Monday, October 30, 2000

Technology Issues Largely Missing From Campaigns' Radar Screens

By Gary Chapman

Copyright 2000, The Los Angeles Times, All Rights Reserved

Why haven't technology and the issues of the "new economy" made more
of an impact on this year's election campaigns? That's the question
that Times columnist Ronald Brownstein asked last week, and others
have wondered about it too.

Many commentators have noted that Al Gore has long been known for his
affinity with technology-related public policy; he essentially ran as
a high-tech candidate in 1992 and 1996.

However, this year "Gore himself almost never talks about the new
economy anymore," said Brownstein, "and instead looks mostly
downscale for support."

George W. Bush has assembled a heavyweight team of technology
advisors and supporters, including Michael Dell, venture capitalist
Floyd Kvamme, former Netscape chief James Barksdale, and Intel's
Chairman Andy Grove, among others. Gore has his list too, the
"Gore-Techs" like Steve Jobs, venture capitalist John Doerr, and
Netscape co-founder Marc Andreeson.

But neither of these groups has had any impact on the campaigns. The
candidates' standings in the polls would almost certainly be exactly
the same as they are today if these new-economy leaders had stayed
clear and remained silent about their political preferences.

Why is this? After all, in 1992 the endorsement of 150 Silicon Valley
executives arguably put Bill Clinton and Gore over the top, signaling
their acceptability to the business leaders of that time. Now the
moguls of the new economy can hardly get a headline.

There are several reasons for this change in the political environment.

First, most Americans are flat bored by all the jabber about high
tech. The tornado of talk about the new economy is an obsession with
an extremely thin layer of affluent and technically proficient
people, and with opinion-makers and pundits. But if you get away from
the dozen or so high-tech centers in the U.S., this obsession rapidly
fades.

Second, most leaders of the new economy, and the journalists who
cover it, are not routinely exposed to the bland and prosaic
conversations of average Americans who see one another at church, or
at occupational conventions and social gatherings, and where the
topics are more likely to be sports and recipes than "synergy" and
"B-to-B" (business-to-business) e-commerce. In fact, the
ever-changing jargon of high-tech business is pure gobbledygook to
most Americans, a fact that new economy enthusiasts have a hard time
grasping.

Next, the two candidates' positions on technology-related issues are
close enough that you have to look hard for differences, precisely
because both men are so beholden to the same narrow constituency.
Neither candidate will risk losing access to the financial resources
of new economy leaders. And those high-tech leaders have developed a
uniform, self-serving and colorless agenda, built entirely on their
belief that what's good for high tech is good for the country, and
Bush and Gore can't step outside the lines by recommending something
different or even interesting.

When all that is combined with the two candidates' very different
positions on other issues -- such as abortion, guns, taxes, Social
Security and spending -- it's not surprising that there isn't much
public demand for a discussion about high tech and government.
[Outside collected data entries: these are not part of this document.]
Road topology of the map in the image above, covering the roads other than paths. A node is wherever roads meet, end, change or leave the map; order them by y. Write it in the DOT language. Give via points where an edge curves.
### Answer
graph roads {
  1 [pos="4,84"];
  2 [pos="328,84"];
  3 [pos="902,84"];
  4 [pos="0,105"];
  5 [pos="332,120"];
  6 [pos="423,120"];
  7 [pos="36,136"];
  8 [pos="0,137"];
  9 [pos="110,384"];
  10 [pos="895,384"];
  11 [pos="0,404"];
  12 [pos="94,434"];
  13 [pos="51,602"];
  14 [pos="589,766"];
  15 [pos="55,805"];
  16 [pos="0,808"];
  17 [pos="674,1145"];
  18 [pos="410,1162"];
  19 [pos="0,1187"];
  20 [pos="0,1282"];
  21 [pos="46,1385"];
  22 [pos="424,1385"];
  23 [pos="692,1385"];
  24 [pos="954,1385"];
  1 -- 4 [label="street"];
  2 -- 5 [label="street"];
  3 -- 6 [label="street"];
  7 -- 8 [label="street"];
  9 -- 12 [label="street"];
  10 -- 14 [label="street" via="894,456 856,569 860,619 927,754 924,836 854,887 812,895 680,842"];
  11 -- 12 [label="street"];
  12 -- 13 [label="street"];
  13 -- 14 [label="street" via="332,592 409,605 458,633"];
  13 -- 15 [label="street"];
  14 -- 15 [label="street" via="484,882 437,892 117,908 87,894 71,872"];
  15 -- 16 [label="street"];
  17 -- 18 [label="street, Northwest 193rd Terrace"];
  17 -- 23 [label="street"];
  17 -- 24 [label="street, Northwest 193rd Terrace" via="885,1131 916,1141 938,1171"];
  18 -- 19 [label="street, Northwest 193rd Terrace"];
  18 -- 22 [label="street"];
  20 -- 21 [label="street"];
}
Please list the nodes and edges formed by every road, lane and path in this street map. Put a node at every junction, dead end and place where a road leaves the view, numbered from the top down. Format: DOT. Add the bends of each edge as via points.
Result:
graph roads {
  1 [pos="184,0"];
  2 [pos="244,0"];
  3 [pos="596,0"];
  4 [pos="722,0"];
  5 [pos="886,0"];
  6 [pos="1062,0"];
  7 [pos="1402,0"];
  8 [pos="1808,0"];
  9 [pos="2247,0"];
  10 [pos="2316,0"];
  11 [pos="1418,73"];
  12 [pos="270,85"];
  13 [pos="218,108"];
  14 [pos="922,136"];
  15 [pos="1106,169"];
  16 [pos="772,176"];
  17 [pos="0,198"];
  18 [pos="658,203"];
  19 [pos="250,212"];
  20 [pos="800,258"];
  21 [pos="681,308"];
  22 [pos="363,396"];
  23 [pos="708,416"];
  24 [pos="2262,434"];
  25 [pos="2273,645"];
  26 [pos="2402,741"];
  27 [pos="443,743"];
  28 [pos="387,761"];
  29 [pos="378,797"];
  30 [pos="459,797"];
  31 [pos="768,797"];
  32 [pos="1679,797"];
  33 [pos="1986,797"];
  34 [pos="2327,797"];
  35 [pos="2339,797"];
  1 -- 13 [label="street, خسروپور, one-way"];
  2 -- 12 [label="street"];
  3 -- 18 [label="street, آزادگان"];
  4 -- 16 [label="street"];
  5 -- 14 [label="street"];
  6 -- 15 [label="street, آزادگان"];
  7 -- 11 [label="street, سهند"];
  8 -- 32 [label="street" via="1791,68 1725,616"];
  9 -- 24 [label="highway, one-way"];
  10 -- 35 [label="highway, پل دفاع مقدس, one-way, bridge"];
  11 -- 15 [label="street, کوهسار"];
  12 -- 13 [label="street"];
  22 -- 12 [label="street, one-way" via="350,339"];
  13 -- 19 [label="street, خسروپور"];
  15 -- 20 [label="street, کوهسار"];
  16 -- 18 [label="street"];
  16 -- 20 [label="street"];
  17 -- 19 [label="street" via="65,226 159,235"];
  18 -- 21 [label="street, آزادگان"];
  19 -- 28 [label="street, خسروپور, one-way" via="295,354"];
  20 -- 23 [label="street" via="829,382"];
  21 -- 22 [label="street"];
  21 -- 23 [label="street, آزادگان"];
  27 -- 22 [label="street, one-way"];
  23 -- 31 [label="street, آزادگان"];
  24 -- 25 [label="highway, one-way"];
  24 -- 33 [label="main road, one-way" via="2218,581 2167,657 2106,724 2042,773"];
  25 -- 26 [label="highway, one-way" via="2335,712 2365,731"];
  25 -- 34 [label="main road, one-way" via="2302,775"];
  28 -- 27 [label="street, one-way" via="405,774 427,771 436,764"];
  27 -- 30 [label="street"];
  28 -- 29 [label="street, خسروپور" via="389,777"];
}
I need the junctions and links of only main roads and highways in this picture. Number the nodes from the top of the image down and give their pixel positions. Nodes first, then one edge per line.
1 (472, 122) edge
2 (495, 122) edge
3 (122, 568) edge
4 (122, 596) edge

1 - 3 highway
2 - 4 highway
However, there is one big difference between the vice president and
Texas Gov. Bush when the subject is technology: how they feel about
it, and how they relate to technology.

Gore is an overt techie, a guy fascinated with technology itself. In
the current issue of Red Herring magazine is an interview with Gore
that's astonishing for its detail and for his familiarity with arcane
computer science concepts. He draws analogies, for example, between
the development of modern government and the chronological transition
from "vector processing" to "parallel processing" in computer
architectures.

If Gore spoke like this to general audiences on the campaign stump,
most of his listeners would have gone into a collective coma. (The
interview lends credence to the opinion, reportedly held by President
Clinton, that Gore would have been happier as an academic than a
politician, a job he doesn't really seem to enjoy.)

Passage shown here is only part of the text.